[[ TASK INPUT open ]]
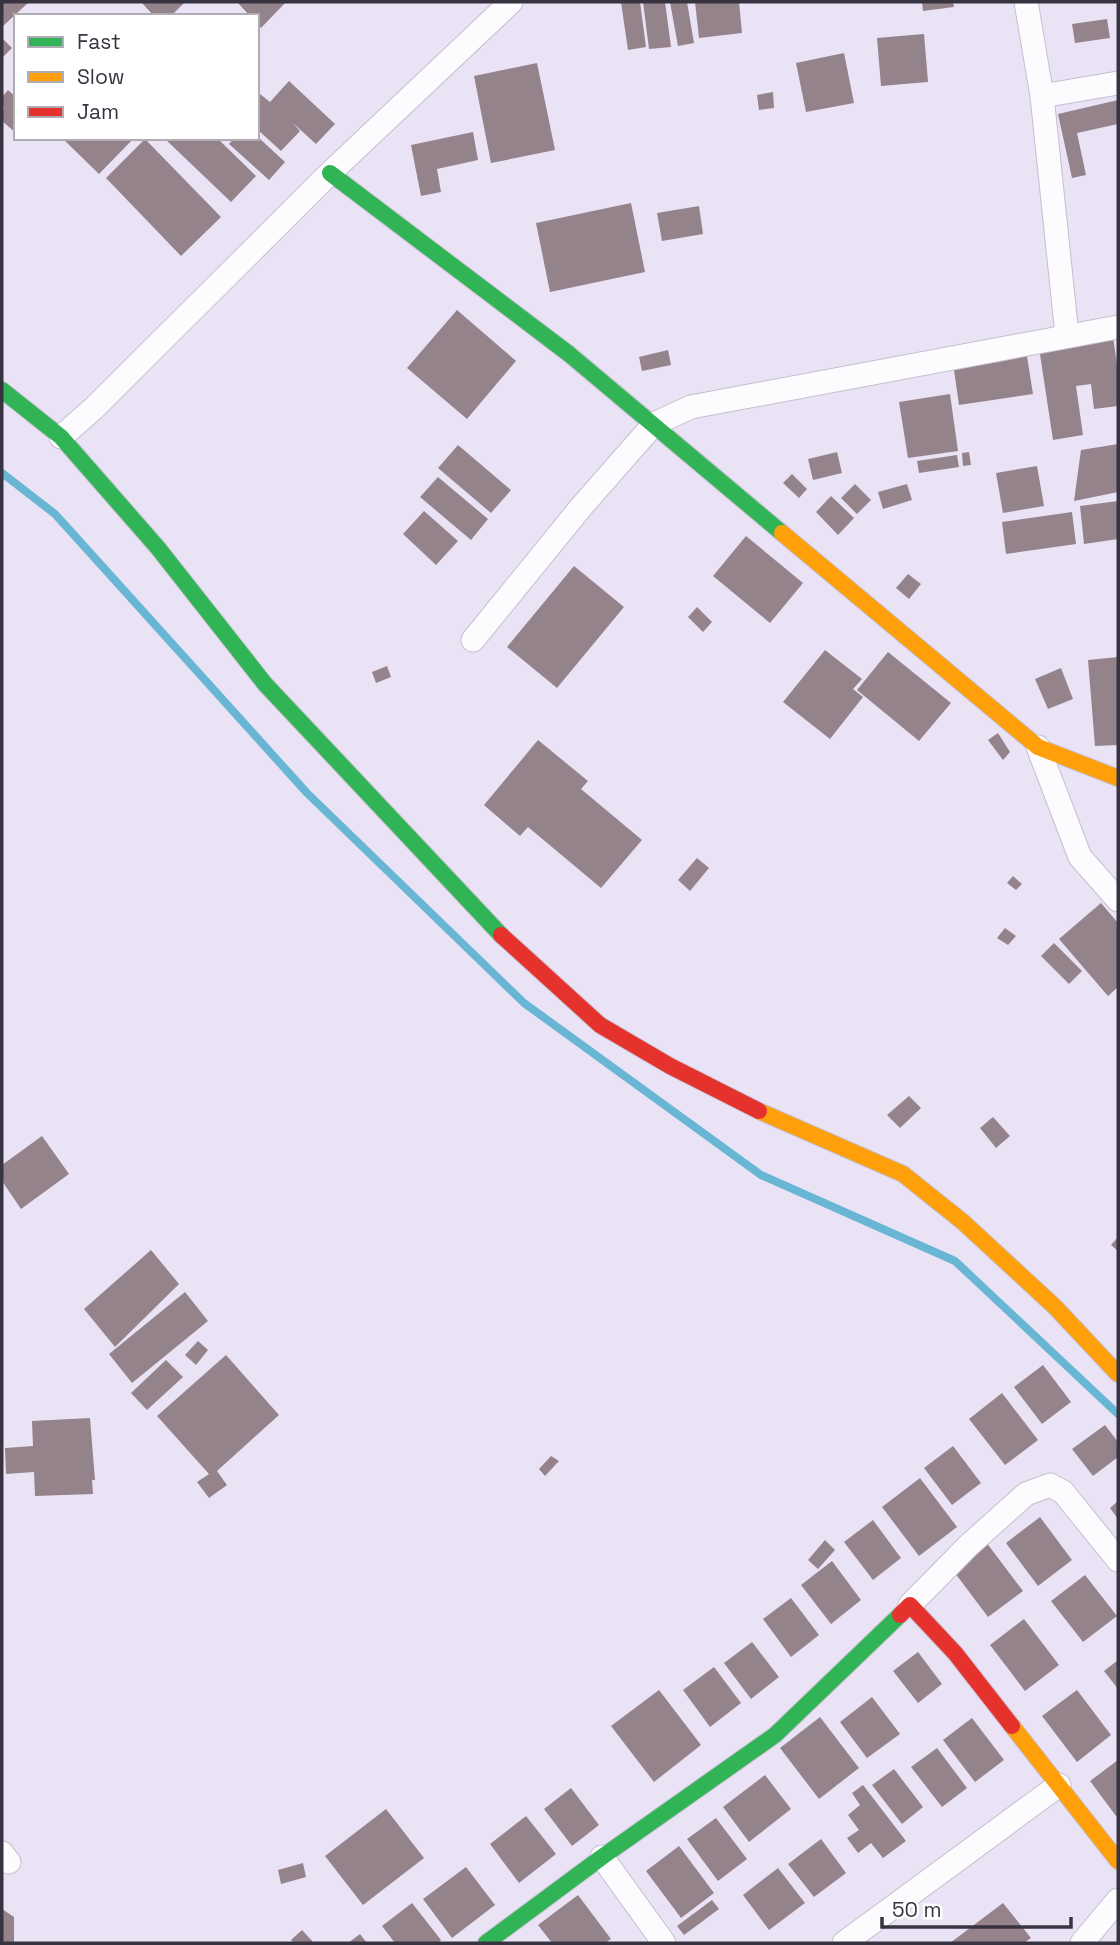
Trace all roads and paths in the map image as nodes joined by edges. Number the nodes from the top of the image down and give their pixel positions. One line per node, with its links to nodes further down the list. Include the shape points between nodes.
1 (511, 2): 5 (street)
2 (1026, 2): 4 (street)
3 (1118, 83): 4 (street)
4 (1042, 96): 7 (street)
5 (330, 173): 9 (street); 10 (street)
6 (1118, 327): 7 (street)
7 (1067, 335): 9 (street, via 691,407)
8 (2, 390): 10 (street)
9 (654, 424): 11 (street); 12 (street)
10 (61, 437): 15 (street, via 158,548 265,684 500,934 600,1025 757,1109 904,1174 1055,1307)
11 (472, 640)
12 (1038, 747): 13 (street); 14 (street, via 1080,858)
13 (1118, 778)
14 (1118, 900)
15 (1118, 1374)
16 (1118, 1560): 17 (street, via 1071,1500 1050,1485 1026,1494)
17 (911, 1605): 18 (street, via 955,1653); 19 (street, via 775,1735)
18 (1059, 1785): 20 (street); 24 (street)
19 (602, 1857): 22 (street); 23 (street)
20 (1118, 1861)
21 (1118, 1900): 25 (street)
22 (486, 1943)
23 (664, 1943)
24 (844, 1943)
25 (1082, 1943)

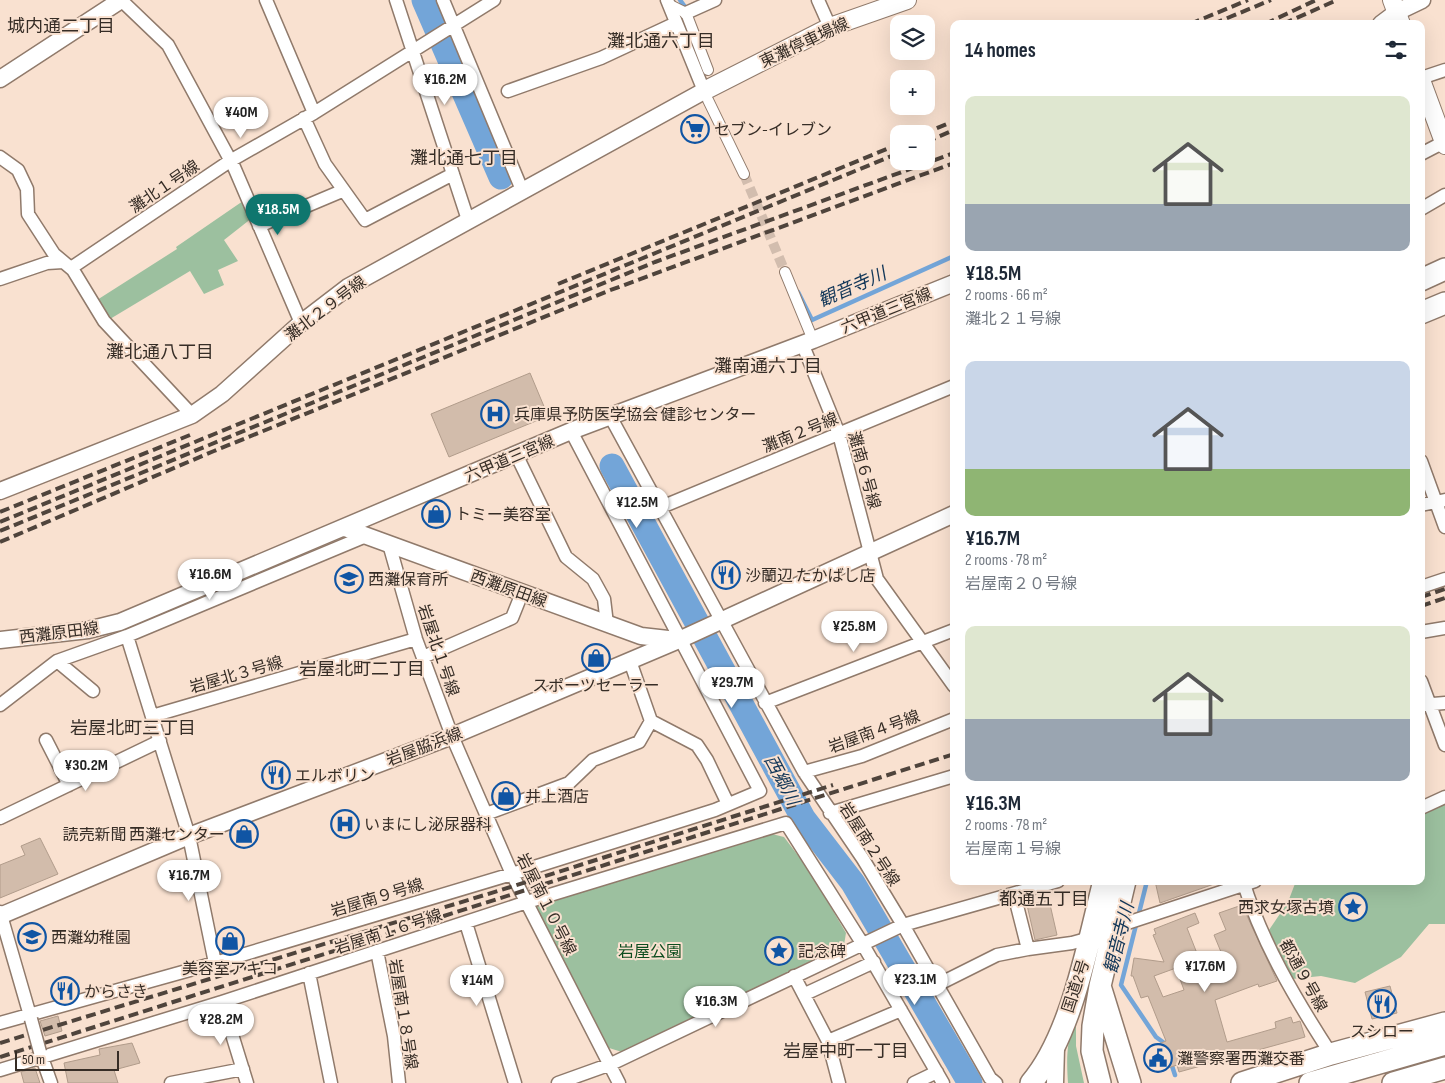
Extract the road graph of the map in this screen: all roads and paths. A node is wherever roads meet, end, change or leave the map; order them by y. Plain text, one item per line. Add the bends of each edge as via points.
1 (121, 0) edge
2 (266, 0) edge
3 (396, 0) edge
4 (443, 0) edge
5 (494, 0) edge
6 (715, 0) edge
7 (818, 0) edge
8 (907, 0) edge
9 (1422, 0) edge
10 (668, 3) edge
11 (686, 12) junction
12 (1397, 12) edge
13 (1386, 20) edge
14 (676, 23) junction
15 (453, 25) junction
16 (830, 27) junction
17 (413, 51) junction
18 (708, 70) dead end
19 (1445, 70) edge
20 (1425, 78) edge
21 (0, 79) edge
22 (1425, 89) edge
23 (508, 91) dead end
24 (706, 96) junction
25 (309, 115) junction
26 (1443, 136) edge
27 (1425, 151) edge
28 (0, 157) edge
29 (230, 161) junction
30 (453, 174) junction
31 (744, 174) tunnel mouth
32 (522, 190) junction
33 (342, 191) junction
34 (1445, 196) edge
35 (1425, 207) edge
36 (468, 220) junction
37 (259, 226) junction
38 (67, 265) junction
39 (1445, 269) edge
40 (785, 272) tunnel mouth
41 (1425, 278) edge
42 (0, 279) edge
43 (950, 285) edge
44 (1445, 303) edge
45 (1425, 311) edge
46 (301, 323) junction
47 (808, 342) junction
48 (950, 388) edge
49 (192, 415) junction
50 (610, 416) junction
51 (571, 431) junction
52 (839, 434) junction
53 (516, 454) junction
54 (1425, 469) edge
55 (0, 491) edge
56 (1440, 501) edge
57 (1425, 504) edge
58 (658, 508) junction
59 (950, 516) edge
60 (1445, 527) edge
61 (345, 528) junction
62 (366, 536) junction
63 (389, 544) junction
64 (871, 551) junction
65 (1445, 579) edge
66 (1425, 586) edge
67 (522, 593) junction
68 (720, 621) junction
69 (607, 624) junction
70 (1445, 628) edge
71 (950, 631) edge
72 (1425, 631) edge
73 (127, 636) junction
74 (6, 639) edge
75 (416, 639) junction
76 (679, 640) junction
77 (921, 642) junction
78 (423, 657) junction
79 (57, 661) junction
80 (630, 661) junction
81 (950, 681) edge
82 (93, 691) dead end
83 (765, 703) junction
84 (1445, 703) edge
85 (0, 705) edge
86 (1425, 705) edge
87 (152, 716) junction
88 (650, 721) junction
89 (950, 721) edge
90 (452, 736) junction
91 (46, 740) dead end
92 (160, 741) junction
93 (1445, 745) edge
94 (804, 772) junction
95 (950, 777) edge
96 (69, 785) junction
97 (1445, 797) edge
98 (728, 804) junction
99 (1425, 806) edge
100 (830, 813) junction
101 (486, 814) junction
102 (0, 818) edge
103 (189, 836) junction
104 (512, 874) junction
105 (1038, 885) edge
106 (1113, 885) edge
107 (1241, 885) edge
108 (1248, 885) edge
109 (1018, 889) edge
110 (527, 902) junction
111 (0, 915) edge
112 (466, 923) junction
113 (1127, 923) junction
114 (903, 925) junction
115 (1090, 938) junction
116 (862, 943) junction
117 (1028, 949) junction
118 (377, 951) junction
119 (874, 962) junction
120 (215, 963) junction
121 (309, 974) junction
122 (794, 976) junction
123 (937, 985) junction
124 (1100, 986) junction
125 (805, 994) junction
126 (222, 1002) junction
127 (901, 1010) junction
128 (30, 1016) junction
129 (0, 1023) edge
130 (1445, 1023) edge
131 (828, 1041) junction
132 (1057, 1042) junction
133 (1445, 1044) edge
134 (41, 1054) junction
135 (1331, 1054) junction
136 (611, 1064) junction
137 (1445, 1068) edge
138 (243, 1069) junction
139 (0, 1070) edge
140 (940, 1077) edge
141 (50, 1083) edge
142 (171, 1083) edge
143 (247, 1083) edge
144 (331, 1083) edge
145 (399, 1083) edge
146 (515, 1083) edge
147 (558, 1083) edge
148 (619, 1083) edge
149 (839, 1083) edge
150 (914, 1083) edge
151 (996, 1083) edge
152 (1031, 1083) edge
153 (1055, 1083) edge
154 (1100, 1083) edge
155 (1130, 1083) edge
156 (1242, 1083) edge
157 (1310, 1083) edge
158 (1393, 1083) edge

1 - 21 street
1 - 29 street via 168,45
2 - 25 street
3 - 17 street
4 - 15 street
5 - 15 street
6 - 11 street
7 - 16 street
8 - 16 main road, 東灘停車場線
9 - 12 street
10 - 11 street
10 - 14 street
11 - 18 street
12 - 13 street
14 - 23 street via 601,58
14 - 24 street
15 - 17 street, 灘北１号線
15 - 32 street
16 - 24 main road, 東灘停車場線
17 - 25 street, 灘北１号線
17 - 30 street
19 - 20 street
22 - 26 main road
24 - 31 street
24 - 32 street, 灘北２９号線
25 - 29 street, 灘北１号線
25 - 33 street via 325,164
26 - 27 street
28 - 38 street via 18,170 27,189 28,214 54,254
29 - 37 street
29 - 38 street, 灘北１号線
30 - 33 street via 365,220
30 - 36 street
32 - 36 street, 灘北２９号線
33 - 37 street
34 - 35 street
36 - 46 street, 灘北２９号線 via 348,287
37 - 46 street
38 - 42 street, 灘北１号線 via 47,263
38 - 49 street via 104,320
39 - 41 highway
40 - 47 street
43 - 47 street, 六甲道三宮線
44 - 45 highway
46 - 49 street, 灘北２９号線 via 222,394
47 - 50 street, 六甲道三宮線
47 - 52 street, 灘南６号線
48 - 52 street, 灘南２号線
49 - 55 street, 灘北２９号線
50 - 51 street, 六甲道三宮線
50 - 58 street, 岩屋南２号線
51 - 53 street, 六甲道三宮線
51 - 76 street
52 - 58 street, 灘南２号線
52 - 64 street, 灘南６号線
53 - 61 street, 六甲道三宮線
53 - 69 street via 566,557 593,579 604,599
54 - 56 street
56 - 57 street
56 - 60 street
58 - 68 street, 岩屋南２号線
59 - 64 street
61 - 62 street, 西灘原田線
61 - 74 street, 西灘原田線 via 120,622 64,634
62 - 63 street, 西灘原田線
62 - 73 street
63 - 67 street, 西灘原田線
63 - 75 street, 岩屋北１号線
64 - 68 street
64 - 77 street, 灘南６号線 via 877,578
65 - 66 street
67 - 69 street, 西灘原田線
67 - 78 street via 512,618
68 - 76 street, 岩屋脇浜線
68 - 83 street, 岩屋南２号線
69 - 76 street, 西灘原田線 via 641,636
70 - 72 street
71 - 77 street
73 - 79 street
73 - 87 street
75 - 78 street, 岩屋北１号線
75 - 87 street, 岩屋北３号線
76 - 80 street, 岩屋脇浜線
76 - 98 street, 岩屋南９号線 via 760,791
77 - 81 street, 灘南６号線
77 - 83 street
78 - 90 street, 岩屋北１号線
79 - 82 street
79 - 85 street
80 - 88 street
80 - 90 street, 岩屋脇浜線
83 - 94 street, 岩屋南２号線
84 - 86 street
86 - 93 street
87 - 92 street
88 - 98 street via 697,745
88 - 101 street via 639,742 593,760 569,783
89 - 94 street, 岩屋南４号線 via 862,756
90 - 101 street, 岩屋南１０号線
90 - 103 street, 岩屋脇浜線
91 - 96 street
92 - 96 street
92 - 103 street
94 - 100 street, 岩屋南２号線
95 - 100 street
96 - 102 street
97 - 99 street
98 - 104 street, 岩屋南９号線
100 - 114 street, 岩屋南２号線 via 863,859
101 - 104 street, 岩屋南１０号線
103 - 111 street, 岩屋脇浜線
103 - 120 street
104 - 110 street, 岩屋南１０号線
104 - 120 street, 岩屋南９号線
105 - 109 street
106 - 113 highway, 国道2号
106 - 115 highway, 国道2号
107 - 113 street
108 - 135 street, 都通９号線 via 1268,944 1289,986
109 - 114 street
109 - 117 street
110 - 112 street, 岩屋南１６号線
110 - 116 street, 岩屋南１６号線 via 786,823
110 - 136 street, 岩屋南１０号線
111 - 128 street
112 - 118 street, 岩屋南１６号線
112 - 146 street
113 - 115 street
113 - 124 highway, 国道2号
114 - 116 street
114 - 123 street, 岩屋南２号線
115 - 117 street
115 - 132 highway, 国道2号
116 - 119 street
116 - 122 street
117 - 123 street via 996,956
118 - 121 street, 岩屋南１６号線
118 - 145 street, 岩屋南１８号線 via 394,1036
119 - 125 street
119 - 127 street
120 - 128 street, 岩屋南９号線
121 - 126 street, 岩屋南１６号線
121 - 144 street
122 - 125 street
122 - 136 street
123 - 151 street, 岩屋南２号線 via 990,1078
124 - 154 highway via 1092,1051
124 - 155 highway, 国道2号
125 - 131 street
126 - 134 street, 岩屋南１６号線
126 - 138 street
127 - 131 street
127 - 140 street
128 - 129 street, 岩屋南９号線
128 - 134 street, bridge
130 - 135 highway
131 - 149 street
132 - 152 highway, 国道2号
132 - 153 street
133 - 157 highway
134 - 139 street, 岩屋南１６号線
134 - 141 street
135 - 156 highway
136 - 147 street
136 - 148 street, 岩屋南１０号線
137 - 158 highway
138 - 142 street
138 - 143 street
140 - 150 street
[[ TASK INPUT closed ]]
_DESCRIPTION OF THE TASK_
Show every line above in which the word "main" occurs.

_EXERCISE SOLUTION_
8 - 16 main road, 東灘停車場線
16 - 24 main road, 東灘停車場線
22 - 26 main road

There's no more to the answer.